- Opening Delimiter -

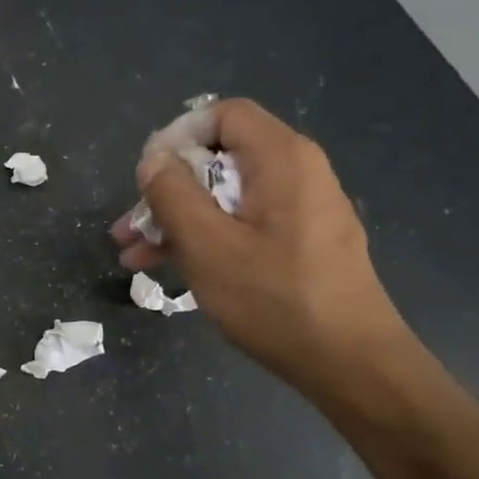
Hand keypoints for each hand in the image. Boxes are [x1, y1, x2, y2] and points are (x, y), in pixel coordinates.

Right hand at [111, 98, 414, 403]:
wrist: (350, 364)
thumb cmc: (274, 298)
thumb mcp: (207, 245)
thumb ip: (173, 194)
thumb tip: (153, 159)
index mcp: (281, 159)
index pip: (224, 115)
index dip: (178, 137)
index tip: (147, 178)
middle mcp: (296, 173)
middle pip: (219, 158)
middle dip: (166, 190)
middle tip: (128, 227)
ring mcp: (300, 209)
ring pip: (225, 196)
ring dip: (177, 220)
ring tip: (133, 255)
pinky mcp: (299, 242)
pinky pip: (242, 223)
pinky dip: (205, 237)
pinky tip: (166, 267)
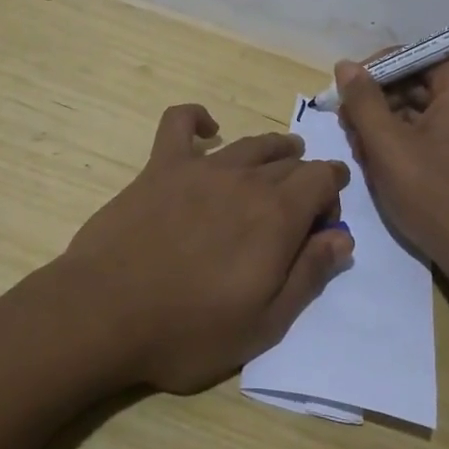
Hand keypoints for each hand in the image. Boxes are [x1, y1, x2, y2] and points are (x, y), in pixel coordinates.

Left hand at [58, 104, 351, 393]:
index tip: (326, 218)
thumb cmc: (189, 330)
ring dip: (273, 148)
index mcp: (277, 215)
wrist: (105, 313)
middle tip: (299, 207)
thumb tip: (343, 238)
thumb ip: (309, 275)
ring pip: (250, 143)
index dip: (333, 193)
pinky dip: (197, 118)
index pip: (323, 178)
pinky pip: (180, 122)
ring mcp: (201, 167)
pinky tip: (207, 128)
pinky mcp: (161, 166)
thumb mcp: (265, 324)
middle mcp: (246, 179)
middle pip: (290, 162)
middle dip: (305, 179)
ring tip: (279, 156)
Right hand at [333, 57, 448, 283]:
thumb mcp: (388, 146)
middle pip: (418, 81)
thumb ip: (363, 101)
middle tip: (346, 124)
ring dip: (387, 122)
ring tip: (359, 147)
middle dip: (378, 100)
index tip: (345, 90)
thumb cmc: (433, 195)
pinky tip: (379, 160)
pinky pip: (433, 130)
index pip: (415, 56)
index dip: (376, 69)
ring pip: (421, 108)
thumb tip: (346, 65)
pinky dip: (405, 140)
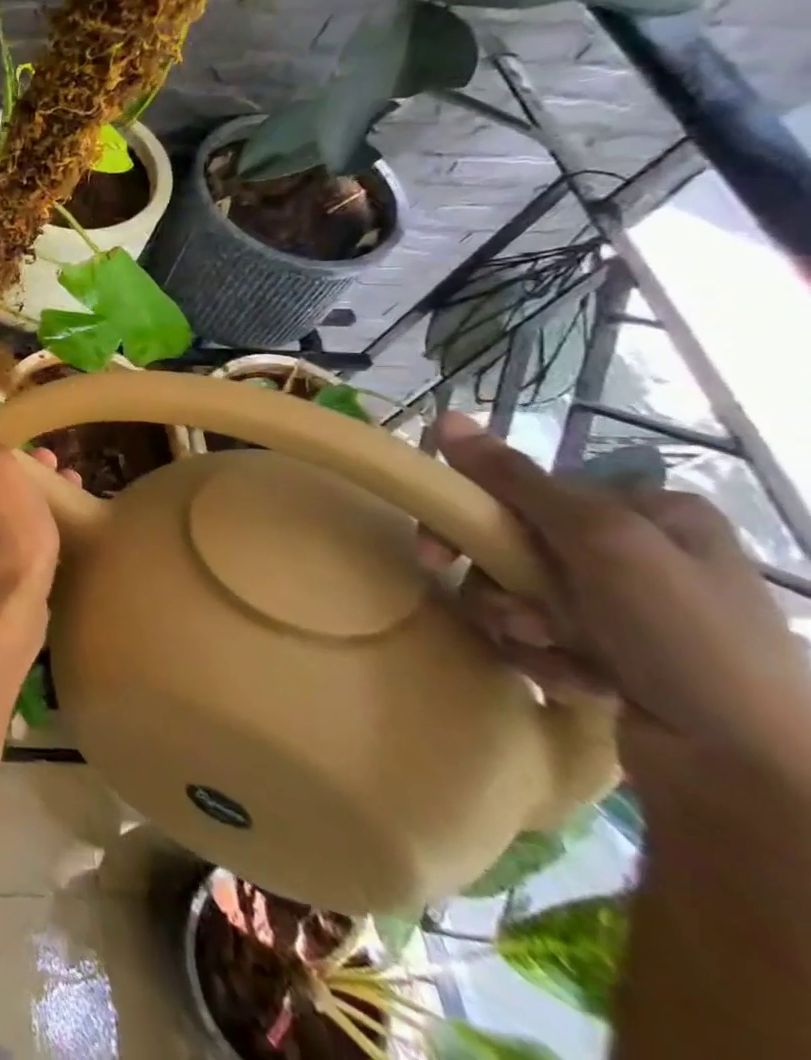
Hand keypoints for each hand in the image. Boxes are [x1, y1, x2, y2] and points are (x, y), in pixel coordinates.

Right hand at [427, 412, 810, 779]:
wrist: (746, 768)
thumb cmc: (680, 636)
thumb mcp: (600, 542)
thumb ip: (517, 481)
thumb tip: (445, 418)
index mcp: (649, 511)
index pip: (526, 491)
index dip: (475, 518)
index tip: (439, 554)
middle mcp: (638, 551)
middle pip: (515, 546)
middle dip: (502, 585)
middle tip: (504, 616)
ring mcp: (626, 607)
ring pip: (518, 595)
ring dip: (520, 625)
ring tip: (557, 654)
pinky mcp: (612, 654)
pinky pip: (540, 637)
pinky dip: (545, 658)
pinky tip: (580, 681)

- Closing Delimiter -

_Problem description:_ Can you repeat, word for word, every line above from the one containing "middle pip: (290, 162)" down to the one containing "thumb tip: (346, 65)", including both?

_Result:_
middle pip: (290, 162)
middle dip: (305, 179)
ring tip: (279, 156)
Right hand at [333, 57, 448, 283]:
thumb mcp: (388, 146)
middle pip: (418, 81)
thumb ip: (363, 101)
middle tip: (346, 124)
ring dip: (387, 122)
ring tip: (359, 147)
middle dip: (378, 100)
index tip: (345, 90)
thumb cmc: (433, 195)
pinky tip: (379, 160)
pinky pip: (433, 130)
index pip: (415, 56)
index dip: (376, 69)
ring pip: (421, 108)
thumb tip: (346, 65)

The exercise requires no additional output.